START ENTRIES SUPPLIED

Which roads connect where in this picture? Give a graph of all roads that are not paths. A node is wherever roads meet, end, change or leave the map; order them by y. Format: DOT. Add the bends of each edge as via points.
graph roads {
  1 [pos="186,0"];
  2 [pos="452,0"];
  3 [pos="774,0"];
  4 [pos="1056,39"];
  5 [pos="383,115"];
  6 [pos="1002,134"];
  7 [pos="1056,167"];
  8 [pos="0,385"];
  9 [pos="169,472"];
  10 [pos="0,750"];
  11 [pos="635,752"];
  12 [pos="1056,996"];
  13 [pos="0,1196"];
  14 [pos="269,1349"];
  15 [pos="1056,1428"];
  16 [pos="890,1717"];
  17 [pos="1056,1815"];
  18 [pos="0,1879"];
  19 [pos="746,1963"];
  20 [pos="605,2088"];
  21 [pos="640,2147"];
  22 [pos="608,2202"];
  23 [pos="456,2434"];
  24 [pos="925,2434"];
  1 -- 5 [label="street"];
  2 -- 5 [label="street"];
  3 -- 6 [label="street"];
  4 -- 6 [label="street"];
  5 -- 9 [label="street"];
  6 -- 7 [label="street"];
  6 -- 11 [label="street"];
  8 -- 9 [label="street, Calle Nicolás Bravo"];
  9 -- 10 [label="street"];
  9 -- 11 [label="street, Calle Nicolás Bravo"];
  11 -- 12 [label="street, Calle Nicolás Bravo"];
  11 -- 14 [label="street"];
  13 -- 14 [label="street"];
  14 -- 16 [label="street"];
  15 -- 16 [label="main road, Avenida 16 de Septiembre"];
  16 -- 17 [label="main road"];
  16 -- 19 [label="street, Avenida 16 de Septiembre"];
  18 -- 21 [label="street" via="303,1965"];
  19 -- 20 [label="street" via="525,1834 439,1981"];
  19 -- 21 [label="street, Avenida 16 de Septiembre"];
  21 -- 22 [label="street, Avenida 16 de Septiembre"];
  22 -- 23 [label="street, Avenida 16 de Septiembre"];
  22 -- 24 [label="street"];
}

END ENTRIES SUPPLIED
START ENTRIES SUPPLIED

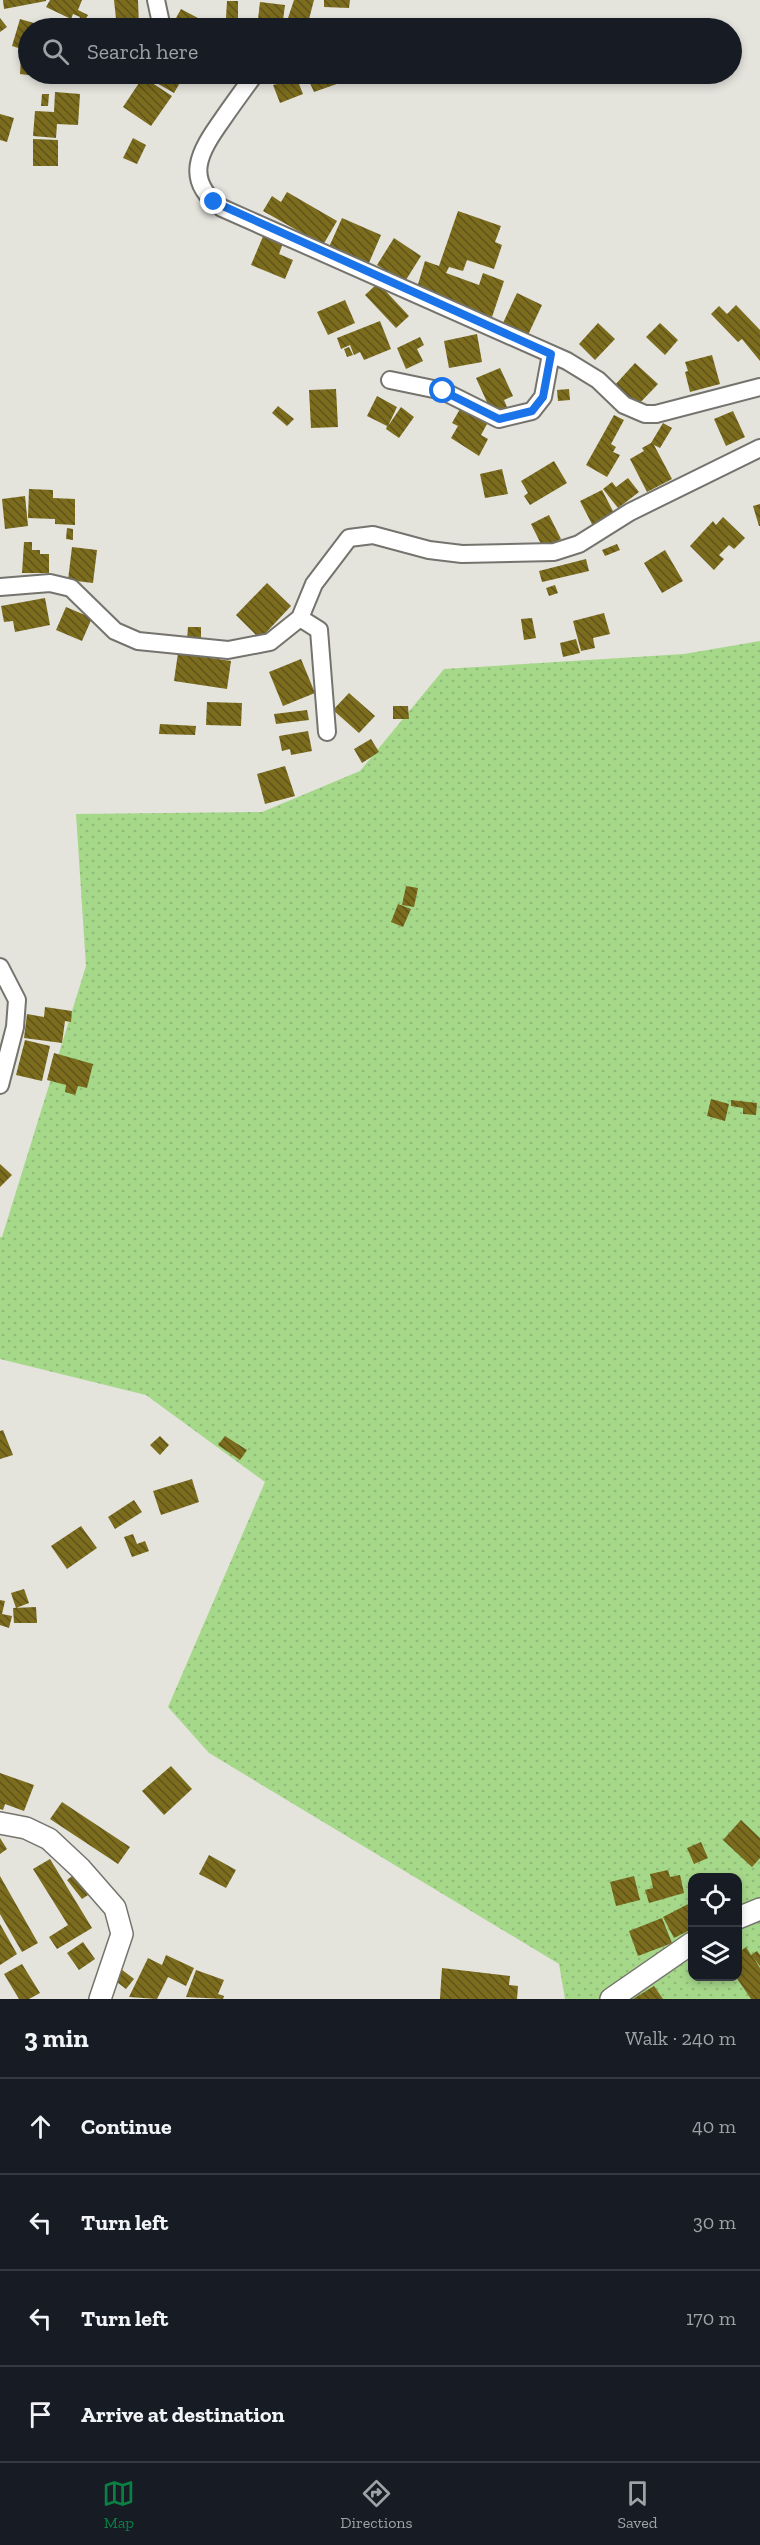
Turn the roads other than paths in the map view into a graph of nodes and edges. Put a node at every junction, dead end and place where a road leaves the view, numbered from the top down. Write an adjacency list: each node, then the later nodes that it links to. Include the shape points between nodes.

END ENTRIES SUPPLIED
START ENTRIES SUPPLIED

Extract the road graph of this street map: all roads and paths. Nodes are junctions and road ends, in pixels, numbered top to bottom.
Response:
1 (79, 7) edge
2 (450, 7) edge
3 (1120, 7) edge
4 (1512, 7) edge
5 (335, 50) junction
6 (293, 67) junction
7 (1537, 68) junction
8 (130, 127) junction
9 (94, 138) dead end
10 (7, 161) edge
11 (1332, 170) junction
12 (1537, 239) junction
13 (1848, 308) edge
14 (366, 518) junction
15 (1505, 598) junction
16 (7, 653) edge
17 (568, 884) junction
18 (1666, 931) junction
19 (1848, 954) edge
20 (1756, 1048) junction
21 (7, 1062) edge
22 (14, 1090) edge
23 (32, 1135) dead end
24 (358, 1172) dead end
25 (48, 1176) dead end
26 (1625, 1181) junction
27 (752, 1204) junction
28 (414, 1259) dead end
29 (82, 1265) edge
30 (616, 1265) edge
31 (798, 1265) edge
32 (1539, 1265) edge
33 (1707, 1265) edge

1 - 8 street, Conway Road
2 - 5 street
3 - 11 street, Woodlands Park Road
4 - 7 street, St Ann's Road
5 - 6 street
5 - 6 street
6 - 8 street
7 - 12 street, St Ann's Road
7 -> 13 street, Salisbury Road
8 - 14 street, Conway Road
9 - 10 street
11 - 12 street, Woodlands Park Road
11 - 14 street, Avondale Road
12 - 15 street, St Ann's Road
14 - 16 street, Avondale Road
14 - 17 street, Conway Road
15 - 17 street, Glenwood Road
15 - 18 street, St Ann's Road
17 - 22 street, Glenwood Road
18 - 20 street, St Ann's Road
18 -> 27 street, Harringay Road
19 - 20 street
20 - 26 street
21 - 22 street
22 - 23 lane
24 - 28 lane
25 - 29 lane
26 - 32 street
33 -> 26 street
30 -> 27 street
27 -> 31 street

END ENTRIES SUPPLIED

WHAT THE TASK REQUIRES
Collect every line from the records above that contains the word "numbered".

OUTPUT OF THE TASK
Turn the roads other than paths in the map view into a graph of nodes and edges. Put a node at every junction, dead end and place where a road leaves the view, numbered from the top down. Write an adjacency list: each node, then the later nodes that it links to. Include the shape points between nodes.
Extract the road graph of this street map: all roads and paths. Nodes are junctions and road ends, in pixels, numbered top to bottom.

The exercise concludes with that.